Special interests can attempt to influence legislation at a higher level council. But the next lower level, i - 1, can monitor the level i council and recall representatives when the level i - 1 council members think they are no longer acting in the interest of the i - 1 districts. The secession option further strengthens the lower levels, since a wasteful or abusive level i could find itself with no lower-level members if they withdraw and regroup.

Cellular democracy would also facilitate the privatization of governance, where the local community can easily become a contractual association. New communities could then arise to cater to particular purposes (such as the retirement communities common today) and to various cultural preferences. This could be facilitated by bringing the secession option down to level zero, the individual household, wherever the physical structure of the community makes it feasible.

4. Fiscal Implications

With public revenues flowing from the lower to the higher levels, even if the amounts of revenues are set by the higher levels, there would likely be little demand top-down transfers of funds, or “revenue sharing.” This eliminates the ability of higher levels to impose conditions on the lower levels for obtaining revenue. The bottom-up flows of revenues complements the bottom-up voting to prevent the concentration of power at the highest levels.

The rules for electing and recalling representatives reinforce the decentralist incentives. The representatives at all council levels have been elected by all the lower levels, since the level h representative is elected from level h -1 representatives, and these are elected from those of level h - 2, and so on down to level 1. If level-1 recalls its representative that was elected all the way up to level h, he is also recalled from all the higher level councils. Each representative is thus accountable to all the lower levels which elected him, all the way down to level 1.

Roy Cordato (1994:379) has pointed out that Austrian economists have exerted “little effort” to analyze “the effects of different types of taxation on economic behavior.” A [168] comparative analysis of mass versus cellular democracy will show that the institutional change will lead to a change in the tax base. With most public revenue originating at the level-1 district, the base of the revenue will tend to fall on inelastic and immobile sources due to competition among communities. Industry and residents will flee, or not migrate to, neighborhoods with high taxes on incomes, sales, transactions, and goods unless many neighborhoods form a tax cartel. Even then, like with cartels of producers, those districts which don’t adhere to the rules can profit from reducing the tax burden, so any tax cartels will likely break down.

The main resource amenable to local taxation or revenue collection is land, which is both immobile and inelastic in supply. The collection of the site rents is also more efficient, not imposing an excess burden relative to elastic supplies such as labor, capital goods, and financial assets. The costs of raising revenue are also lower for land rent than for production and transactions, which have to be audited and involve complex rules.
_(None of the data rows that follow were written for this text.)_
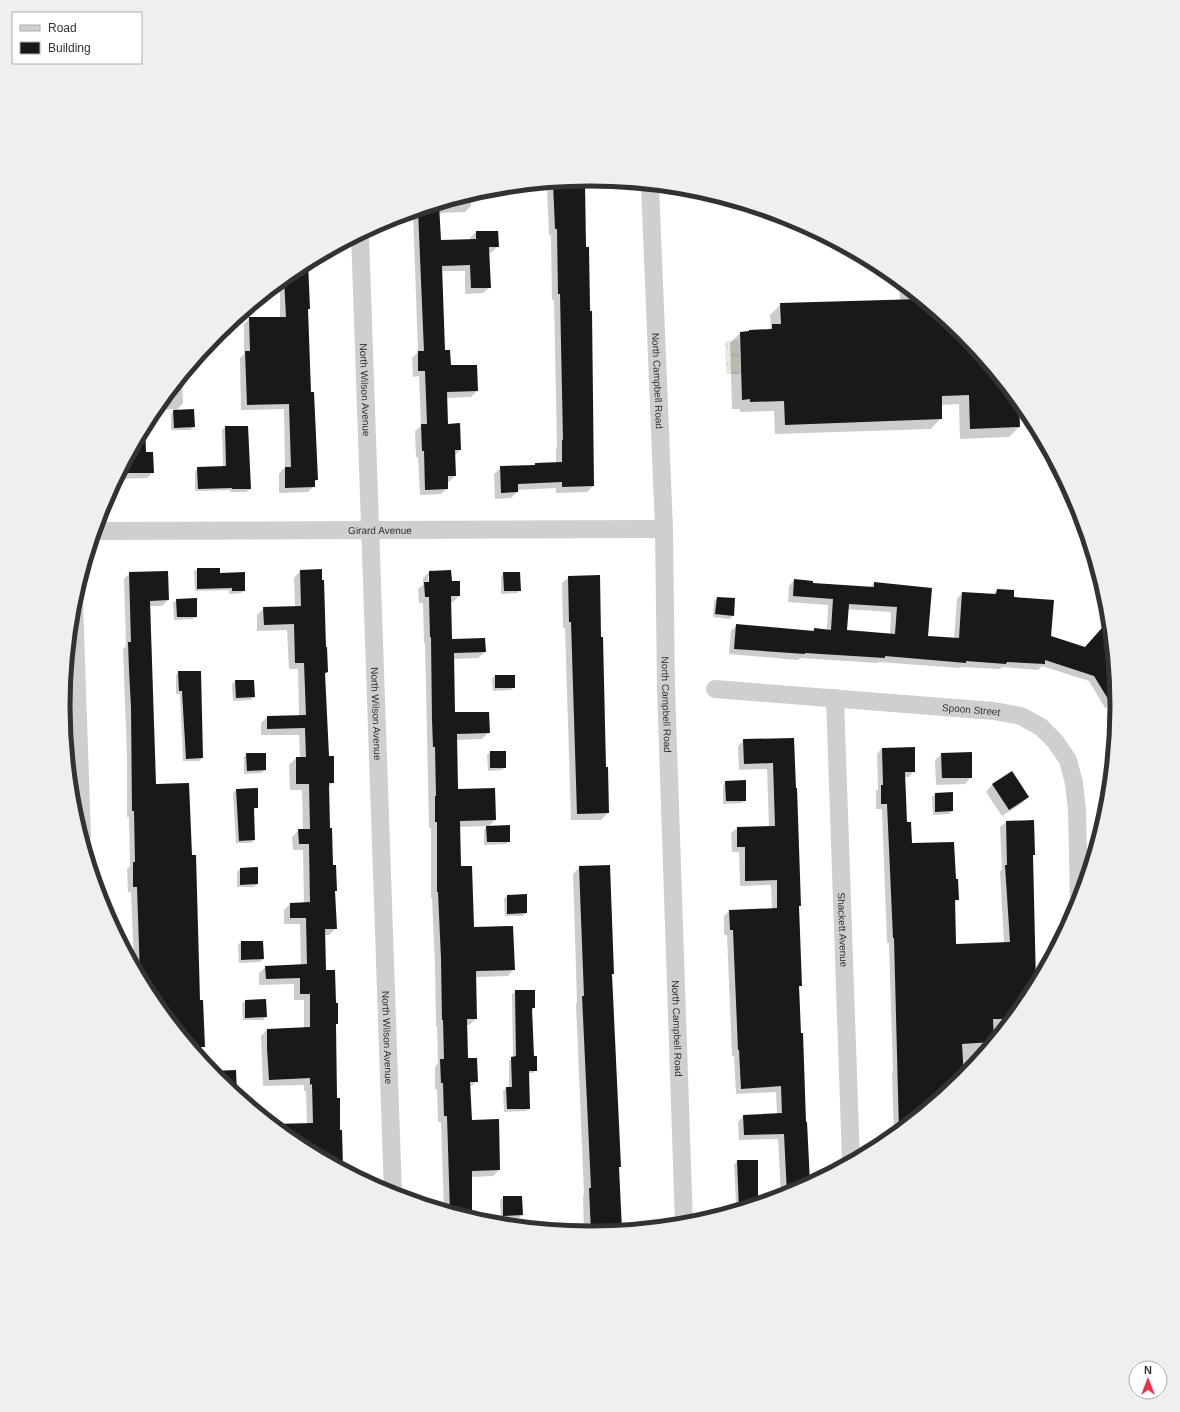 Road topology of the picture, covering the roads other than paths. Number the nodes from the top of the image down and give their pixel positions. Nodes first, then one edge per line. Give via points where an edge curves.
1 (650, 189) edge
2 (360, 240) edge
3 (664, 529) junction
4 (370, 530) junction
5 (101, 531) edge
6 (75, 632) edge
7 (715, 689) dead end
8 (836, 698) junction
9 (81, 812) edge
10 (1078, 883) edge
11 (851, 1155) edge
12 (393, 1187) edge
13 (684, 1217) edge

1 - 3 street, North Campbell Road
2 - 4 street, North Wilson Avenue
3 - 4 street, Girard Avenue
3 - 13 street, North Campbell Road
4 - 5 street, Girard Avenue
4 - 12 street, North Wilson Avenue
6 - 9 street
7 - 8 street, Spoon Street
8 - 10 street, Spoon Street via 994,711 1021,716 1041,727 1068,760 1074,782
8 - 11 street, Shackett Avenue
Anthony de Jasay (1994:276) claims that for collective goods, marginal rates of substitution are not revealed by the market process, nor “do public goods have prices.” But the typical collective works and services provided by local government, such as streets, parks, security, recreation and schooling mostly impact those in the vicinity and are thus territorial. These increase the demand to be located in the territory, capitalizing and increasing the rentals and prices of sites. Hence, these public goods do have prices: the site rentals that residents are willing to pay to be located there, exclusive of the value of the buildings. In paying such rentals, residents do indeed reveal their marginal rates of substitution between sites and other goods.

Cordato (1994:380) also noted that Austrian theory could shed light on taxation’s effect on the time structure of production. Unlike the taxation of capital goods, a tax on land rent does not affect the time structure, since the rent is there regardless of who collects it. A tax on rent also does not skew the price and profit market signals that Austrian theory recognizes as vital. (See Tideman (1994) for an analysis of rent-based public finance.)
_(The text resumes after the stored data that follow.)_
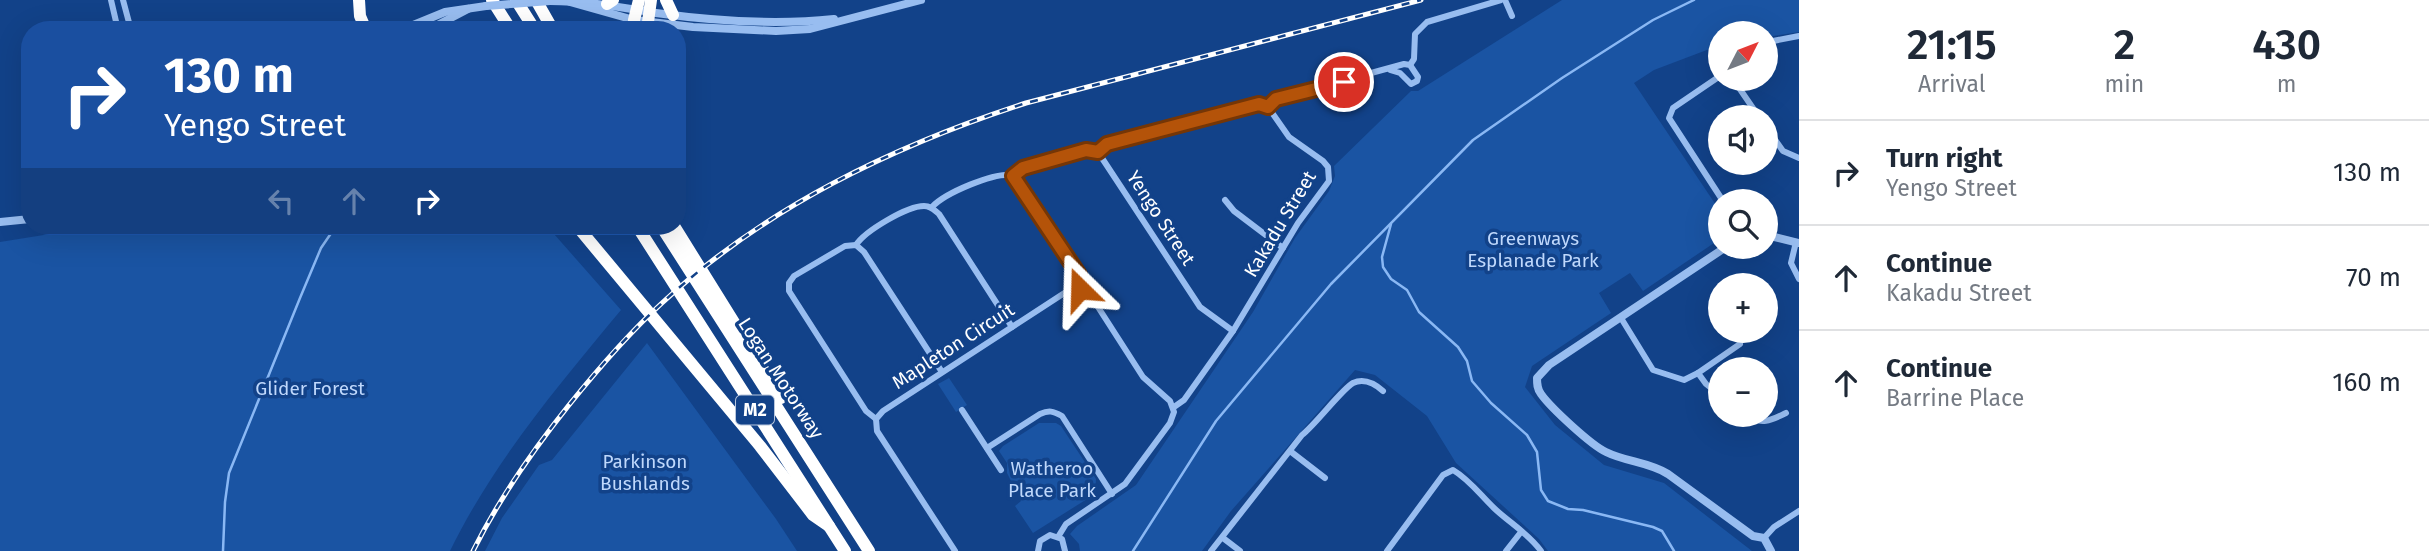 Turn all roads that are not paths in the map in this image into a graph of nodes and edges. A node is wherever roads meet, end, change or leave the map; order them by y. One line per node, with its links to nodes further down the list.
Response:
1 (111, 0): 17 (street)
2 (123, 0): 18 (street)
3 (359, 0): 19 (highway)
4 (516, 0): 23 (highway)
5 (666, 0): 14 (highway)
6 (921, 0): 15 (street)
7 (1503, 0): 16 (street); 27 (street)
8 (543, 1): 9 (street); 11 (street, bridge); 24 (highway)
9 (570, 2): 10 (street); 13 (street)
10 (610, 2): 13 (street)
11 (489, 3): 12 (street); 22 (highway)
12 (468, 9): 20 (street); 21 (street)
13 (643, 11): 14 (street); 15 (street)
14 (673, 15): 15 (street)
15 (864, 16)
16 (1513, 16)
17 (116, 21)
18 (129, 21)
19 (363, 21)
20 (421, 21)
21 (445, 21)
22 (504, 21)
23 (529, 21)
24 (550, 21)
25 (1799, 36): 26 (street)
26 (1778, 40)
27 (1410, 65): 28 (street); 28 (street)
28 (1390, 70): 30 (street)
29 (1708, 84): 35 (street)
30 (1268, 107): 32 (street); 47 (street, Kakadu Street)
31 (1778, 145): 33 (street)
32 (1098, 152): 34 (street); 53 (street, Yengo Street)
33 (1799, 158)
34 (1013, 176): 37 (street); 50 (street)
35 (1715, 189)
36 (1225, 200): 47 (street)
37 (932, 207): 46 (street); 52 (street)
38 (21, 220): 39 (street)
39 (0, 222)
40 (584, 235): 71 (highway)
41 (643, 235): 71 (highway, Logan Motorway / M2)
42 (667, 235): 68 (highway, Logan Motorway / M2)
43 (680, 235): 68 (highway)
44 (1778, 238): 45 (street)
45 (1797, 242): 49 (street)
46 (856, 245): 55 (street); 63 (street)
47 (1283, 248): 53 (street, Kakadu Street)
48 (1708, 259): 51 (street)
49 (1799, 279)
50 (1080, 289): 52 (street, Mapleton Circuit); 59 (street)
51 (1621, 318): 56 (street); 75 (street)
52 (1012, 327): 55 (street, Mapleton Circuit)
53 (1233, 331): 59 (street, Kakadu Street)
54 (1740, 344): 56 (street)
55 (942, 372): 63 (street, Mapleton Circuit)
56 (1698, 373): 57 (street)
57 (1708, 386)
58 (1383, 391): 65 (street)
59 (1174, 407): 69 (street)
60 (962, 410): 64 (street)
61 (1786, 413): 62 (street)
62 (1778, 416)
63 (876, 419): 78 (street)
64 (987, 448): 66 (street); 69 (street)
65 (1290, 451): 67 (street); 74 (street)
66 (1001, 470)
67 (1325, 478)
68 (832, 493): 77 (highway, Logan Motorway / M2)
69 (1112, 494): 73 (street)
70 (1799, 511): 75 (street)
71 (828, 526): 76 (highway, Logan Motorway / M2)
72 (1521, 532): 83 (street); 84 (street); 85 (street)
73 (1058, 537): 79 (street); 80 (street)
74 (1223, 538): 81 (street); 82 (street)
75 (1764, 538): 86 (street)
76 (845, 551)
77 (869, 551)
78 (955, 551)
79 (1038, 551)
80 (1065, 551)
81 (1211, 551)
82 (1240, 551)
83 (1387, 551)
84 (1506, 551)
85 (1541, 551)
86 (1771, 551)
Indeed, privately owned communities do not normally use transaction fees or charges based on personal income, but in effect are based on rental fees and assessments (Foldvary 1994). Hotels, marinas, mobile home parks, industrial parks, condominiums, resorts, and residential associations typically have one assessment based on the value of the real estate if not the site. Even where shares of gross revenues are used, it is not clear whether, in the absence of income and sales tax forms providing the data, shopping center owners would still collect a percentage of the revenue rather than have a fixed rental for some time interval.

With each local neighborhood free to determine its own method of raising public revenues, a variety of methods could arise, but the tendency would be to avoid taxes that inhibit enterprise, residency, and investment, unlike centralized taxation where the cost of exit, leaving the country, can be rather high.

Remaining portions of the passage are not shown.